I mean, growing up, becoming a man was largely associated with getting laid and getting drunk (see every teen/college movie ever) as opposed to being chivalrous and self-sacrificing, so it's fair to say that boys could use some better role models.

But this culture strikes me less as overly feminized and more just plain crass, vulgar and utilitarian than anything else.

Here's a good article/interview I happened to read today that deals with this topic (among others):

http://www.thestraddler.com/201412/piece7.php

What led Goodman to write Growing Up Absurd was a conversation he had with a bunch of teenagers on the beach in Hamilton, Ontario. He asked them what their hopes for the future were, and they had none. He was so saddened by that. It stuck with him. Rereading it, I realized that the whole book is focused on the youth heading for prison. That is to say, it’s about the juvenile delinquent, whom he saw as an outcast. In a sense his guiding question was, How can a person who wants to be a member of the society grow up to that society if the jobs they are doing are not meaningful? A lot of jobs exist just to hold the system together. They don’t have anything to do with eating or having a place to live. Today it’s much harder to imagine a job you want to do.

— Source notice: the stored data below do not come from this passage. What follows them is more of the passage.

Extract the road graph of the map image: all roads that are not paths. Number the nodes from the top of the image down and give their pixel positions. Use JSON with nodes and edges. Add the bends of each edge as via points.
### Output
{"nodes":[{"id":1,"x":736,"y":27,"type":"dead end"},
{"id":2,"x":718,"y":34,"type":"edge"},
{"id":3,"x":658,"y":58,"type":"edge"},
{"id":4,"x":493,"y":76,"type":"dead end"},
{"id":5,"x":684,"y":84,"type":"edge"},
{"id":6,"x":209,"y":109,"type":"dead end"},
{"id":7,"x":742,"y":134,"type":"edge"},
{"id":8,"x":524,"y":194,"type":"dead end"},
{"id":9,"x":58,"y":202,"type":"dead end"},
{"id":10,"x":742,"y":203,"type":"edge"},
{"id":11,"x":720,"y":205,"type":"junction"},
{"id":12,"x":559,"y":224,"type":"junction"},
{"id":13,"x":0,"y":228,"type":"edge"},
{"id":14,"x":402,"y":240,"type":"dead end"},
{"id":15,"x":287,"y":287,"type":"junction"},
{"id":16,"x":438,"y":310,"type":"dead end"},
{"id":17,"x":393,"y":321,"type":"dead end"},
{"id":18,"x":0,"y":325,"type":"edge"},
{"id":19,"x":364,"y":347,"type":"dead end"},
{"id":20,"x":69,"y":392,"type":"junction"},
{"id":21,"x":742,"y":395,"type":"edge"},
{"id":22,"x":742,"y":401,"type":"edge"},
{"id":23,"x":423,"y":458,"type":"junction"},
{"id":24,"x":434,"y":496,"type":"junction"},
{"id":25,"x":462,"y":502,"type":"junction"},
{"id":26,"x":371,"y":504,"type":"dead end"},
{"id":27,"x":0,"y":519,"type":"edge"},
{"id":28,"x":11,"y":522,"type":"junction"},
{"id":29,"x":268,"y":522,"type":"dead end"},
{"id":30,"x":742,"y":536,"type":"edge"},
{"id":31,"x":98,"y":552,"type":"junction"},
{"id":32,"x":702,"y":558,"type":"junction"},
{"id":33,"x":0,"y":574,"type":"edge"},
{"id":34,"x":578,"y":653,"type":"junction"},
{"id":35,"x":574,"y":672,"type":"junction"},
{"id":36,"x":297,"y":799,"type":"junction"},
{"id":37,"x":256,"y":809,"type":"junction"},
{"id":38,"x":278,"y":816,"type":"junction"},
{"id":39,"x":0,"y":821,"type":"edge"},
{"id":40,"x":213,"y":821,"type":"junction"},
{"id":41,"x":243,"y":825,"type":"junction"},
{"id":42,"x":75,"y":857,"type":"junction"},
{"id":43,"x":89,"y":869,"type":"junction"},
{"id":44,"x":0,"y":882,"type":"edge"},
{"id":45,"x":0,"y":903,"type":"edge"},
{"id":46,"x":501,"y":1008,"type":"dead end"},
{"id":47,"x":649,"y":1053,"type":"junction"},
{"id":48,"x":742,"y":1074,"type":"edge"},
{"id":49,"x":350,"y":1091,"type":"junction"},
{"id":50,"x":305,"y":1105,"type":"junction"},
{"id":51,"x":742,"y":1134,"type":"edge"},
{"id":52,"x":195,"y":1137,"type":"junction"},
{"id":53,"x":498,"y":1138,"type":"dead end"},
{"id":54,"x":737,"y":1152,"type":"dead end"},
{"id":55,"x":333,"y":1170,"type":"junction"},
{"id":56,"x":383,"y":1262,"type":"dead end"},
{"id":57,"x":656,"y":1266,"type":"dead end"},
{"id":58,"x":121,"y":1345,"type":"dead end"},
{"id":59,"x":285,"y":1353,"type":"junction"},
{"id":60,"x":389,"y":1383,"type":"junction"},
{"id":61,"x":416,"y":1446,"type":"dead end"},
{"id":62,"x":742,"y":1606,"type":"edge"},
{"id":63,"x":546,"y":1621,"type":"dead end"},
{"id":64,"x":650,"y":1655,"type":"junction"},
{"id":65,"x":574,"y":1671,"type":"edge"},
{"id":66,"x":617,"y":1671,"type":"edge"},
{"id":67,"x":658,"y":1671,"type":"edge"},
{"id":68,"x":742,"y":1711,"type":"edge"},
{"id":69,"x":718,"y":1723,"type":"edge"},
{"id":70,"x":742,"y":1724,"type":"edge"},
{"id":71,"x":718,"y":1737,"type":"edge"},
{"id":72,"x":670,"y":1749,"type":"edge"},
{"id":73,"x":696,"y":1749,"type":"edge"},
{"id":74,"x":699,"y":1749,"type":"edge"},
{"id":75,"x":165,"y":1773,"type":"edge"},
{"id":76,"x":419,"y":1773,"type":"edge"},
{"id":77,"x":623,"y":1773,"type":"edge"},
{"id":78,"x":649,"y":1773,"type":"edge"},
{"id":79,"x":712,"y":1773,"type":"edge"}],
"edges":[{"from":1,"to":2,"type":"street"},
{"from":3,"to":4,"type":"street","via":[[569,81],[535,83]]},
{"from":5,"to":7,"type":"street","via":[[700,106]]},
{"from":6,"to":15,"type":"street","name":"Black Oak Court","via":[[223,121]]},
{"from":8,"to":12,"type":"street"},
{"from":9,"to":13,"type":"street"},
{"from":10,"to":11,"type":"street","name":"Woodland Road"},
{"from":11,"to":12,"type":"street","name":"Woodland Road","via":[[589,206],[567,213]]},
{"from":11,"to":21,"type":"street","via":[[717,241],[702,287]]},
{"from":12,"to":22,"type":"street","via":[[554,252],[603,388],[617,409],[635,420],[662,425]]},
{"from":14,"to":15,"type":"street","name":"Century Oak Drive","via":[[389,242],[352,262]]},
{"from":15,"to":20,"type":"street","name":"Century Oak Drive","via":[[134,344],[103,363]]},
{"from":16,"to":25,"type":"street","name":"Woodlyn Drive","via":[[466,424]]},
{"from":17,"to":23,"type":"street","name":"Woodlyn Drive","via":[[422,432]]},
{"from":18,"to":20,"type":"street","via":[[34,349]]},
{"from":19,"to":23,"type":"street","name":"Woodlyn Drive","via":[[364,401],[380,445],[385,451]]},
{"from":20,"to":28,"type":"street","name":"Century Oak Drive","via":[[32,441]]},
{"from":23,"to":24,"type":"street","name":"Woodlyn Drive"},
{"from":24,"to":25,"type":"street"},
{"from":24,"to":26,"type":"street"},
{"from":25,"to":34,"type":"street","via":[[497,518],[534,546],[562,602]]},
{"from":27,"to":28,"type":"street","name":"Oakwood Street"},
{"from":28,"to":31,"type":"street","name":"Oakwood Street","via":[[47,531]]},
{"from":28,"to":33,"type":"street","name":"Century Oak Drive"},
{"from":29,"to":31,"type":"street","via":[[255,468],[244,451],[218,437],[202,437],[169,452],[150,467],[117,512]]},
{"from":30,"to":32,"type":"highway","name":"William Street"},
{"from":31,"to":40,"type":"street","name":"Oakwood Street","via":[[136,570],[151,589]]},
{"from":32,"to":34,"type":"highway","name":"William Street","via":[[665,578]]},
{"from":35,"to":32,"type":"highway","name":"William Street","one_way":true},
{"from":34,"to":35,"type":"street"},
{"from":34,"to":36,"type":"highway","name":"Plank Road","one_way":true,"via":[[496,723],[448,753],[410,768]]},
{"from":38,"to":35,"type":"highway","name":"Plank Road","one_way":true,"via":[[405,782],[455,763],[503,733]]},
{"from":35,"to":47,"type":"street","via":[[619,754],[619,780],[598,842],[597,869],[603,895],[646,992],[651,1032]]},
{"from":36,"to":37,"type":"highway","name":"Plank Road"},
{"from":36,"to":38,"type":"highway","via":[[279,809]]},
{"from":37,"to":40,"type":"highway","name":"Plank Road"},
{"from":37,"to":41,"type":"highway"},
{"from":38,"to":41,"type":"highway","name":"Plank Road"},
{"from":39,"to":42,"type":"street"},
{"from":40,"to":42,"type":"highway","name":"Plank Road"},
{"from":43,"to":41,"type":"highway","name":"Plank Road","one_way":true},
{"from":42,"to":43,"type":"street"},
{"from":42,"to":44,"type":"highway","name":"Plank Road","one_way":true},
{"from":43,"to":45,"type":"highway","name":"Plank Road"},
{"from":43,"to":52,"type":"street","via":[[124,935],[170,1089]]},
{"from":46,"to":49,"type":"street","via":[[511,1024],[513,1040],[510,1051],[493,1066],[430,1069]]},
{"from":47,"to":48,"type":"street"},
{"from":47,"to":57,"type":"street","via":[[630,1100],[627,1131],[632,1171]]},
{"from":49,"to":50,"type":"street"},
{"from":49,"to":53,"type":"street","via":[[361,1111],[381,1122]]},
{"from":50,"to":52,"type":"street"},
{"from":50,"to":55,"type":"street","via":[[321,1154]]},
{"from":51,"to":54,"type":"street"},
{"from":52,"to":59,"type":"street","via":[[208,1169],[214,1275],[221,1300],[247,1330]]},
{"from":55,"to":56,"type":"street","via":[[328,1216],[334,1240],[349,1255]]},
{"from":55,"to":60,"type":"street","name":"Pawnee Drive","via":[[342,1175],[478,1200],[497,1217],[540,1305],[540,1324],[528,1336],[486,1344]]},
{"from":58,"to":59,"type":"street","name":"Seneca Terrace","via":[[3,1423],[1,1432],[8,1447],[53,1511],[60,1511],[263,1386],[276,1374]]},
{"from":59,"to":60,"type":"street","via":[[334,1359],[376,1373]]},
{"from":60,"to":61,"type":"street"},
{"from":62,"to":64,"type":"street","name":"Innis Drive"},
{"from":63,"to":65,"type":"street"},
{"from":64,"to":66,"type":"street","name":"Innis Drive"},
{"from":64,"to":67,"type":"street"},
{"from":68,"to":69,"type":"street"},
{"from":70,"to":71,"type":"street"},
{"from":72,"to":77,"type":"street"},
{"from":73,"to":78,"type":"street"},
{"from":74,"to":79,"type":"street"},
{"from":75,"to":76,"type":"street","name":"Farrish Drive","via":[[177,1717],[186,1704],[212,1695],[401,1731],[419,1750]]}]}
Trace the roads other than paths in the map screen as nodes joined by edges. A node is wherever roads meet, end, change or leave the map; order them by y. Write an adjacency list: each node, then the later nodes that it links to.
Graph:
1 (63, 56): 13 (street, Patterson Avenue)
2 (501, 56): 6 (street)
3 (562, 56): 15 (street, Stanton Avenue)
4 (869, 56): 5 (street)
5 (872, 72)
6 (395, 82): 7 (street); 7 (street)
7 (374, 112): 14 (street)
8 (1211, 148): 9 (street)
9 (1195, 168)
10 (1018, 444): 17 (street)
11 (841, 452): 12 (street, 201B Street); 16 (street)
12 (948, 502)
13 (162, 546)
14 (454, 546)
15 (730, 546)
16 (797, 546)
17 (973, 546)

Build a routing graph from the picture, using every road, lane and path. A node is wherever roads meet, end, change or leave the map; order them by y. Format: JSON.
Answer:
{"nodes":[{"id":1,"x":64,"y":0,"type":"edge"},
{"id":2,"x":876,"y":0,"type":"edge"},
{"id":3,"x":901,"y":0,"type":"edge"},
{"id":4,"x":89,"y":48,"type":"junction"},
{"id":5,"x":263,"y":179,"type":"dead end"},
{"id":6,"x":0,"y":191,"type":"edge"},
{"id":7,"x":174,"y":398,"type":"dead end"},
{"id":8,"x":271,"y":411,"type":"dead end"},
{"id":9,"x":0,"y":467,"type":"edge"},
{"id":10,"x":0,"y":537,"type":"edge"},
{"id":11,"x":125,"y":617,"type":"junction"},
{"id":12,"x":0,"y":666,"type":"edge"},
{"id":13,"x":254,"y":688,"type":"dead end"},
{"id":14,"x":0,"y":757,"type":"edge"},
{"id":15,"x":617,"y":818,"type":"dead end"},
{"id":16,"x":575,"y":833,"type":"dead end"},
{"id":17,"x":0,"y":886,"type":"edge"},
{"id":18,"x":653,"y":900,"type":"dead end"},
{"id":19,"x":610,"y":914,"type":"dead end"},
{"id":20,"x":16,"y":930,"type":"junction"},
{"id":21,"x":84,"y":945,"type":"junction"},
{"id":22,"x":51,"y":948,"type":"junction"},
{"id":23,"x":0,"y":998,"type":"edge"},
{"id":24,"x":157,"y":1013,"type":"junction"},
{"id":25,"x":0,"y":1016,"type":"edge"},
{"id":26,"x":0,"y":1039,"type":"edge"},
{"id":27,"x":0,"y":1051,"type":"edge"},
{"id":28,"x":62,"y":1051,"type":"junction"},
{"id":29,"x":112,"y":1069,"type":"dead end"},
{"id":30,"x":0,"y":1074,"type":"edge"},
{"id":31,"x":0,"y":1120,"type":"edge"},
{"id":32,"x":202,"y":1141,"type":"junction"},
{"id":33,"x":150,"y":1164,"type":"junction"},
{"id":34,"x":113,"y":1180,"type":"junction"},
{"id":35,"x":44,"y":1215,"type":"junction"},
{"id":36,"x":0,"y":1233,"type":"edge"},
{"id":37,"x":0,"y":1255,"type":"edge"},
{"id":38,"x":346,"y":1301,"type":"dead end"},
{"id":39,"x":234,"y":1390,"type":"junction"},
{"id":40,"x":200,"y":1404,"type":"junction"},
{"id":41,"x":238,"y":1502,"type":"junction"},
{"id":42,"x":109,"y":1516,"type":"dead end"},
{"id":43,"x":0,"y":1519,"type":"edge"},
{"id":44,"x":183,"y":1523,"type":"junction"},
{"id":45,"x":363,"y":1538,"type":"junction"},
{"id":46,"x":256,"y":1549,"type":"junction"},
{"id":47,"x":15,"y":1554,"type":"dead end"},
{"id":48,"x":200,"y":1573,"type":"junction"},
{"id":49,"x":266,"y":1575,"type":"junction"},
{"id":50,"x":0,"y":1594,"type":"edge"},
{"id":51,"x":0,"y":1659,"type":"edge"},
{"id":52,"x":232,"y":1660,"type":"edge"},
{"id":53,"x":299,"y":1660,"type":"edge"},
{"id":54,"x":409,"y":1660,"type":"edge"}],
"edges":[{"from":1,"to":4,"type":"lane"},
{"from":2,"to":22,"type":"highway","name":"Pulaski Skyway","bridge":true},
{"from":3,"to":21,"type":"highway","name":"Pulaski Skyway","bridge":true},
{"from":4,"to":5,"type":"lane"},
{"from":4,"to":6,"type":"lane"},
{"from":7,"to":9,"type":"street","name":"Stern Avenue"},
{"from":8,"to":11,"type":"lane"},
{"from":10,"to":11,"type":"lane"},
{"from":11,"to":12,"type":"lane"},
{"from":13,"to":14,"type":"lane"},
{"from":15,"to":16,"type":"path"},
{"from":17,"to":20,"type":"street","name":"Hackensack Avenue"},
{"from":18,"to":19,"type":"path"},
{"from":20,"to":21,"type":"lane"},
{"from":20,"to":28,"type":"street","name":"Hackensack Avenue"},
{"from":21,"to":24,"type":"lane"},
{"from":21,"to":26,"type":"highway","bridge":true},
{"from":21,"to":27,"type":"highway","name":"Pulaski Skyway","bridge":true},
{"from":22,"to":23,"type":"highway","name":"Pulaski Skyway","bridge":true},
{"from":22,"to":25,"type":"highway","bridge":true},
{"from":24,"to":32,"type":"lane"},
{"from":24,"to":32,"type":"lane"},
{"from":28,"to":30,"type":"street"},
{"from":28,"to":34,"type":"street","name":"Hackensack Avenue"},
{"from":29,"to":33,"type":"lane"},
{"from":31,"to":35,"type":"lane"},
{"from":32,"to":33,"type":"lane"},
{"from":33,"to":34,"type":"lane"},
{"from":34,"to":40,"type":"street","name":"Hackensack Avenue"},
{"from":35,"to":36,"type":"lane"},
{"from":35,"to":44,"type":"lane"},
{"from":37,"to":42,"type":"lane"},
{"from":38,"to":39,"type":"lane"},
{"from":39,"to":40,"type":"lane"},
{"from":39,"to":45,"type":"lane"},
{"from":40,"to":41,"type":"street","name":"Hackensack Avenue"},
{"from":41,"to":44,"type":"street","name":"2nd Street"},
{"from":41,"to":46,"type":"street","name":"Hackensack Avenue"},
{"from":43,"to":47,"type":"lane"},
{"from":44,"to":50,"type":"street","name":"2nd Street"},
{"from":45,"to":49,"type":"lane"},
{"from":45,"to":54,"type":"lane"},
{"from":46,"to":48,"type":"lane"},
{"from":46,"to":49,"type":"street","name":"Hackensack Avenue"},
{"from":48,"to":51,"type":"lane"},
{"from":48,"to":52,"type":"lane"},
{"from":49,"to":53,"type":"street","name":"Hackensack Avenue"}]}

This is one of the direct causes of the creation of an underclass. If you can’t fit into the society that there is, then there’s no place for you.  If there’s no community, then what are you called to?

....

Today the prisons are an institutional burden and a disaster for the whole culture—not just the people who are in them. That’s one reason why someone needs to revise this list. For instance, we must take into account the way that the youth culture has developed. The gangs have become rival entrepreneurs of drugs, and the violence has increased, partly because of the weapons. We still have the gangs, but they have different motives, different turfs, different weapons. The youth on the streets today, all they have is rough-and-ready comradeship, like Middle Ages knights on their way to the crusades. People are in danger on the streets because the young have nothing to live for. Once they go to prison, sometimes they grow out of that. But prison is a place that tends to reinforce those feelings, too.

...

The last book that Goodman published before he died was called The New Reformation.[20] He had a conception of what the youth movement was about and he saw it as a parallel to what the Reformation had been: the discovery of individual power rather than group power. The youth movement was a spiritual calling in the absence of a truly spiritual model. Now we’re at the point where everybody feels a desperate lack of faith. And everywhere in the world there are attempts to make it up. But you can’t live without spiritual meaning or faith—you have to believe that there’s something more.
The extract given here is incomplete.